- [Required work]:
Scan the material for the word "roads" and return every matching line.

- [Task inputs]:
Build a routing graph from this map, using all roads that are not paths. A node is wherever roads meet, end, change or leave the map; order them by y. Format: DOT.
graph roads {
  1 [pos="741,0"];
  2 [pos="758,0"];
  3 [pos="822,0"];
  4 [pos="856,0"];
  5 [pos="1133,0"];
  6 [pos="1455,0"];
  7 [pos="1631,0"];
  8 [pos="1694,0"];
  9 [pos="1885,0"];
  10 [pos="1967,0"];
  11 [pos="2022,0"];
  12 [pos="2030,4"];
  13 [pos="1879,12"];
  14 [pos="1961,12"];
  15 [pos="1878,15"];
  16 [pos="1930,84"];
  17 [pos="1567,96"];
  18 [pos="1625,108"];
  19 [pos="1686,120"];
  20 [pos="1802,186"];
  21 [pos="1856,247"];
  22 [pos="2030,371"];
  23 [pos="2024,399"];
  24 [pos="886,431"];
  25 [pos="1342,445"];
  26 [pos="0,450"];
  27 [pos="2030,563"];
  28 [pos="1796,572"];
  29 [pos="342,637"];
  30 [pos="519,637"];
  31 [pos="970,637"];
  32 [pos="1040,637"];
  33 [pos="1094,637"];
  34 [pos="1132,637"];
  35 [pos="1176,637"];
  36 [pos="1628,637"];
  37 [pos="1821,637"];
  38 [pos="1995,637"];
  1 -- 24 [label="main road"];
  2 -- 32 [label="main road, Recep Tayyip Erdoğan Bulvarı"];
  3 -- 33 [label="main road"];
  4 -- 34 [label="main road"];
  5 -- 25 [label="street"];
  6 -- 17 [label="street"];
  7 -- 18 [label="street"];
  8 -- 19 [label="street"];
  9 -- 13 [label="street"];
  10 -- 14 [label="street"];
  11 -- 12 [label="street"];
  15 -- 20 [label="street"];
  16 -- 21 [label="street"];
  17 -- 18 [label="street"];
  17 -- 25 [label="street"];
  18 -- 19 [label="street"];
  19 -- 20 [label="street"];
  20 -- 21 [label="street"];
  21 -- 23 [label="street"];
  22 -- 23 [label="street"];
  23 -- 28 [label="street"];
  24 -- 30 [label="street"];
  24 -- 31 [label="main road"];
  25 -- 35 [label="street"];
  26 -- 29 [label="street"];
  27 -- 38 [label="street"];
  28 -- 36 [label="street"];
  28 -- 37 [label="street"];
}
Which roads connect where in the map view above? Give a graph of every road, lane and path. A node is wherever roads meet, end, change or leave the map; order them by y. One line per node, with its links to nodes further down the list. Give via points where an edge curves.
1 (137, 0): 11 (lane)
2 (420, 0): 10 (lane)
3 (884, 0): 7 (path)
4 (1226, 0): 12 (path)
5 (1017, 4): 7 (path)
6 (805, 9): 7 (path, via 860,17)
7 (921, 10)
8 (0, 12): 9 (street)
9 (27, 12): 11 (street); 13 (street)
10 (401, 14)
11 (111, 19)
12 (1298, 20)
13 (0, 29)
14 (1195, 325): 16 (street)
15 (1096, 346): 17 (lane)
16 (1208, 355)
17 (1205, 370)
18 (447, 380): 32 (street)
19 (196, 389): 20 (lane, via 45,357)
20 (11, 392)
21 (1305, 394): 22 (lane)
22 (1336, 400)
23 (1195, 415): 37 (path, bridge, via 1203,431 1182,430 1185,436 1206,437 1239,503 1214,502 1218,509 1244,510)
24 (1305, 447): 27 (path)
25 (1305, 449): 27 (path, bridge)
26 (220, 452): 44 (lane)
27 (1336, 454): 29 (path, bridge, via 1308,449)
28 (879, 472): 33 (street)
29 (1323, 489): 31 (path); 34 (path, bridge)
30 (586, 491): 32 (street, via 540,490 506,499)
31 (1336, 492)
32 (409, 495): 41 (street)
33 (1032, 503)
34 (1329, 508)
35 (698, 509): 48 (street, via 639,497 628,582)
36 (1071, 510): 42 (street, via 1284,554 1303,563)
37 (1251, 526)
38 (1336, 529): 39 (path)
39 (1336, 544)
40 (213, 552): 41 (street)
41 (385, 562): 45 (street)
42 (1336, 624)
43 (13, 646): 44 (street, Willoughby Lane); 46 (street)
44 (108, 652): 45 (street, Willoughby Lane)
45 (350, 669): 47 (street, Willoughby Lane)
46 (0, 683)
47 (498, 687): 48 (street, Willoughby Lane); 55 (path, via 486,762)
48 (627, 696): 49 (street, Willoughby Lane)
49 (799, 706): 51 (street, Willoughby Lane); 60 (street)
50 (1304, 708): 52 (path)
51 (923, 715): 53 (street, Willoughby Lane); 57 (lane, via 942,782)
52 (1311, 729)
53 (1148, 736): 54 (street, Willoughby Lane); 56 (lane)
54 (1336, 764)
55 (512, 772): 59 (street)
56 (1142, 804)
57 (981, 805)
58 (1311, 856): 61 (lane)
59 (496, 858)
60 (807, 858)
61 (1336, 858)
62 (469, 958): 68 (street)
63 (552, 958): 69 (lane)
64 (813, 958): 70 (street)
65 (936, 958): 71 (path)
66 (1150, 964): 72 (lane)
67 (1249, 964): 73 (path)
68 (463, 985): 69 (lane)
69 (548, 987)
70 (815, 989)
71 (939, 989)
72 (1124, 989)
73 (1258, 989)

- [Result below]:
Build a routing graph from this map, using all roads that are not paths. A node is wherever roads meet, end, change or leave the map; order them by y. Format: DOT.
graph roads {
Which roads connect where in the map view above? Give a graph of every road, lane and path. A node is wherever roads meet, end, change or leave the map; order them by y. One line per node, with its links to nodes further down the list. Give via points where an edge curves.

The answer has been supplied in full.